Multiple Medical Uses for Nanoparticle Embedded Microcapsules

Jeff Bulte believes good things come in small packages - very, very small packages. Bulte, a Johns Hopkins University faculty member affiliated with the Institute for NanoBioTechnology, and several of his colleagues have developed an incredibly versatile micro-scale capsule embedded with nano-sized particles able to enhance real-time visualization with magnetic resonance imaging (MRI) as well as deliver a powerful therapeutic punch to diseases in animal models.

Nanotechnology is becoming much more translational in humans for diagnosis and treatment and for combinations of the two,” says Bulte, a professor in the department of Radiology at the Johns Hopkins School of Medicine and in the department of Chemical and Biomolecular Engineering in the Whiting School of Engineering.

Magnetic microcapsules made of a seaweed extract and ferric oxide and filled with human insulin islets safely produced therapeutic levels of insulin in swine for up to four weeks. Bulte, together with Johns Hopkins colleagues Brad Barnett, Aravind Arepally and others, recently reported these findings in Nature Medicine. By embedding magnetic nanoparticles in a microcapsule just 350 μm in diameter, the nano-particles are concentrated to increase the sensitivity of MR imaging. In addition, the openings in the capsules are large enough to release their therapeutic payload (insulin), yet small enough to prevent the contents from coming under attack by the body’s immune response system.

The Nature Medicine article describes one way the microcapsules can be made and used. “What’s so exciting is that the capsules remained stable, and they worked the very first time,” says Bulte. “But the capsules are not limited to diabetes; we have plans for other applications with hepatocytes and stem cells,” he adds.

These other applications include targeted treatments for fulminant (complete and sudden) liver failure and myocardial ischemia.
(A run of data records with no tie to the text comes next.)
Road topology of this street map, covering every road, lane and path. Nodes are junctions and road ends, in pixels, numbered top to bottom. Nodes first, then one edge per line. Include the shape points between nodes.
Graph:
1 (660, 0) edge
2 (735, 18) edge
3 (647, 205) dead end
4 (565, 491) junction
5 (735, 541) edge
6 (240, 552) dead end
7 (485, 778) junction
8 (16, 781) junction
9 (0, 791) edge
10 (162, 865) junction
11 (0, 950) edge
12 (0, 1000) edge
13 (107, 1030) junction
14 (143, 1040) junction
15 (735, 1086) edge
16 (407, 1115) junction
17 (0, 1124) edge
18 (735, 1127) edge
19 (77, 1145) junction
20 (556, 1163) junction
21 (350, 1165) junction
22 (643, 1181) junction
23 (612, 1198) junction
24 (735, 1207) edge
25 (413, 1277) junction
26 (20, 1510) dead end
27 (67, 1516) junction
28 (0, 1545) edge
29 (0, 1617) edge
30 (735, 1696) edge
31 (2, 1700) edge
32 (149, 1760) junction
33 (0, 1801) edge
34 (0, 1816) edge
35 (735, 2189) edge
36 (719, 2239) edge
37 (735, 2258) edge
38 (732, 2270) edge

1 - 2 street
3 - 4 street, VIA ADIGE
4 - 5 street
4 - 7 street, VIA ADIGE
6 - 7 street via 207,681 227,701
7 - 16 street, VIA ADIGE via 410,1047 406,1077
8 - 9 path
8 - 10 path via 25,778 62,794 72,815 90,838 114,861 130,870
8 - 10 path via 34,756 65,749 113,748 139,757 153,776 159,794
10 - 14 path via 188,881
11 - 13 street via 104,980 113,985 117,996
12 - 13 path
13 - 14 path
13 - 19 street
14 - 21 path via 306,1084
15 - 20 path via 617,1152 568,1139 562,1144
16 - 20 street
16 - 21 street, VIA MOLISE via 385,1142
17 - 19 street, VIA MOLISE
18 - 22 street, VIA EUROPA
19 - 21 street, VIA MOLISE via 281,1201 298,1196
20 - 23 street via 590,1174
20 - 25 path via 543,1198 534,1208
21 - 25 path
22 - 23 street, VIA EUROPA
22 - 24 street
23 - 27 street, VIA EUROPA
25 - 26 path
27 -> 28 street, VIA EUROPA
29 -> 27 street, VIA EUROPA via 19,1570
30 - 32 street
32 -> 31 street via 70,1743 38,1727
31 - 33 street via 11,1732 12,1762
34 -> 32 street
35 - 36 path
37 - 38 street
By modifying the encapsulation materials - using barium sulfate, bismuth or a perflurocarbon emulsion instead of ferric oxide nanoparticles, for example - researchers can apply more widely available noninvasive imaging techniques, such as computerized tomography, X-ray, ultrasound or fluorine imaging.

Also, filling the capsule with a different payload may provide a different therapeutic payoff. “For imaging using nanotechnology, the important thing is the payload—you have a lot more bang for the buck and you increase your sensitivity with nanoparticles,” Bulte says.

Kraitchman, another INBT affiliate, and Bulte also use X-ray visible capsules for stem cell therapy to rapidly enhance imaging of hindlimb ischemia in a rabbit model. The stem cell factors stimulate arteriogenesis to help repair the strained vessels symptomatic of ischemia, Bulte says.

In an ongoing project, capsules filled with hepatocytes are being injected into the abdomens of swine or mice that had had their liver function dramatically impaired by toxins. “The hepatocytes are working as a sort of artificial organ until the toxin is being cleared,” Bulte says. “This helps bridging the gap during a critical time until the liver can regain function following regeneration.”

With Arepally, an assistant professor in the medical school’s departments of radiology and surgery, and Tom Link, a graduate student in biomedical engineering, Bulte is working on licensing a medical device that can exploit the properties of the microcapsules in a more specialized way.

Animal studies also will help address some of the unknowns about the long-term use of nanotechnology, Bulte says. “We are running a year-long project in a swine model that will yield important information as to how long the capsules remain stable and continue to make insulin. We need to look at the histology of the liver and see if there will be any undesirable host responses such as inflammation.”